7.5. Everritt v. State, 588 S.E.2d 691 (Ga. 2003). The Georgia Supreme Court held that Everrit entered a conspiracy to commit arson with McDuffie and Cox. The Supreme Court, however, rejected the contention that McDuffie killed Cox to conceal the conspiracy to commit arson and that Everritt therefore should be held criminally responsible. The court explained that Cox's murder could not be reasonably forseen as a necessary, probable consequence of the conspiracy to commit arson. "Simply put, conspiracy to commit arson…does not naturally and necessarily, and probably result in the murder of one co-conspirator by another." As noted by the Model Penal Code, law would lose all sense of "just proportion" if a conspiracy might result in liability for ""thousands of additional offenses of which he was completely unaware and which he did not influence at all.'" Everritt should have been acquitted of the murder of Roosevelt Cox.

7.6. State v. McGrath, 574 N.W.2d (Minn.Ct.App. 1998). A conviction for solicitation requires an intent to solicit an individual to engage in criminal conduct and an act of solicitation to achieve this objective.

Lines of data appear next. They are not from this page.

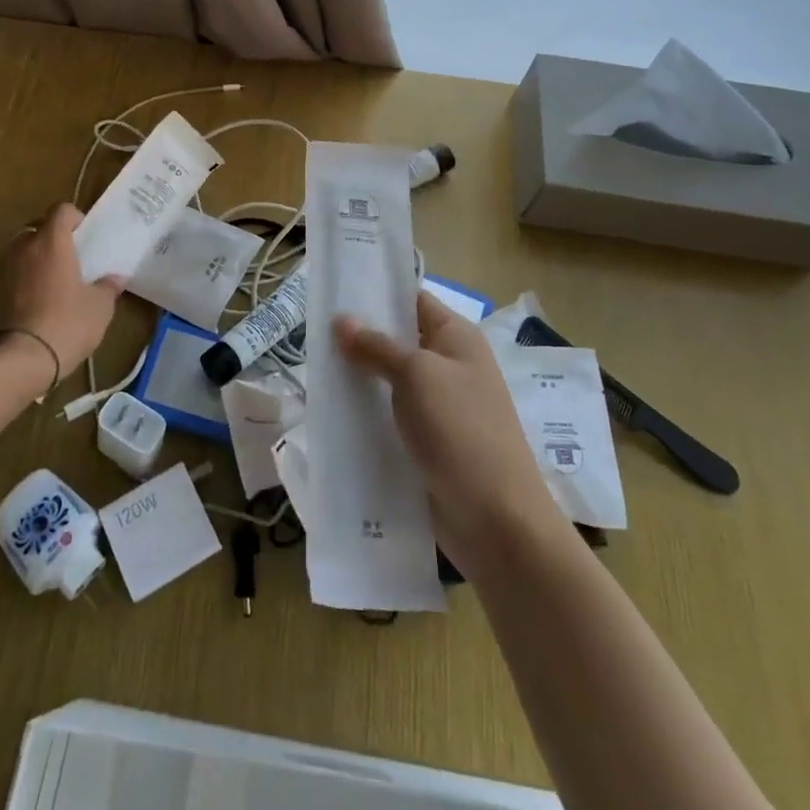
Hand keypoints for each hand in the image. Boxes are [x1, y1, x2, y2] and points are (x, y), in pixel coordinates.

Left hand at [0, 204, 121, 384]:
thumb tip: (115, 278)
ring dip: (30, 264)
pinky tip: (23, 310)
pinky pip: (2, 280)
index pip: (61, 210)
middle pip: (36, 231)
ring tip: (44, 290)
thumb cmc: (67, 325)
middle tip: (65, 265)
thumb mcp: (100, 308)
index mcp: (52, 243)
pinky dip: (13, 286)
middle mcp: (22, 249)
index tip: (83, 236)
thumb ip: (107, 287)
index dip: (74, 218)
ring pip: (17, 255)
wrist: (19, 362)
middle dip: (50, 242)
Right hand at [334, 291, 557, 571]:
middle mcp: (450, 365)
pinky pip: (391, 417)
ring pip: (390, 381)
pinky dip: (367, 414)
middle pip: (398, 341)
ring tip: (314, 369)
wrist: (497, 520)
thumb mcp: (416, 375)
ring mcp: (440, 407)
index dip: (376, 293)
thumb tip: (341, 319)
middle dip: (359, 337)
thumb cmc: (460, 429)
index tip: (334, 290)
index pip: (412, 300)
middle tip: (312, 330)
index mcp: (457, 338)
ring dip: (359, 378)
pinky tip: (333, 413)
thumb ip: (377, 346)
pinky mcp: (428, 443)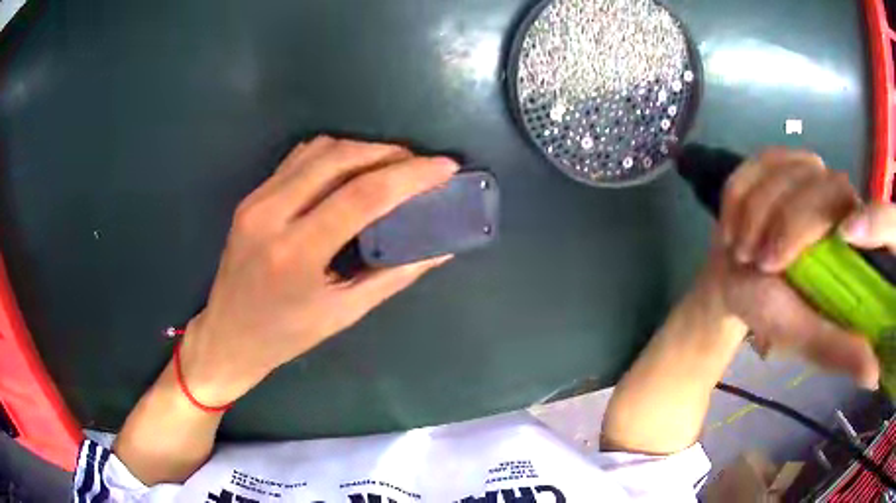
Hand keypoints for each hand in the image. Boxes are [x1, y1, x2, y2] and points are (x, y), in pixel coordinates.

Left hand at [179, 136, 457, 405]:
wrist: (228, 334)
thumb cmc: (286, 335)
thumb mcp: (344, 313)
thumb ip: (395, 276)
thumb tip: (440, 248)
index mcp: (297, 253)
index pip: (363, 196)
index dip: (411, 175)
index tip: (445, 168)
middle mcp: (272, 214)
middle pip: (341, 158)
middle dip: (389, 153)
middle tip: (420, 165)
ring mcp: (257, 200)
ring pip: (319, 149)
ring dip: (363, 149)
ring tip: (391, 165)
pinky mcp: (252, 196)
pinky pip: (299, 158)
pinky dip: (334, 154)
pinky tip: (352, 169)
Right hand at [713, 147, 879, 387]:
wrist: (732, 283)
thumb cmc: (771, 311)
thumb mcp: (807, 336)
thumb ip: (839, 349)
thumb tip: (874, 376)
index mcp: (854, 234)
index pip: (861, 210)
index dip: (858, 217)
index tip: (840, 239)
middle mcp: (836, 193)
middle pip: (822, 186)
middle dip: (788, 225)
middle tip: (760, 262)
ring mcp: (804, 169)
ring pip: (785, 172)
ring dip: (757, 212)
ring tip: (742, 250)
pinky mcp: (775, 158)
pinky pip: (757, 163)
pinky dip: (740, 194)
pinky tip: (734, 223)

Appellant McGrath contends that while his language his inappropriate that he did not solicit D.W. to engage in inappropriate sexual conduct. The Court of Appeals ruled that solicitation may be both verbal and non-verbal. McGrath's intent to solicit D.W. may be inferred from his reference to the fact that he was "horny" when younger; his reference to his ability to ejaculate in a short period of time; and the bumping of his hips into D.W. McGrath contended that obtained sexual gratification from the explicit language that he was using and that he had no intent to solicit D.W. to engage in sexual conduct.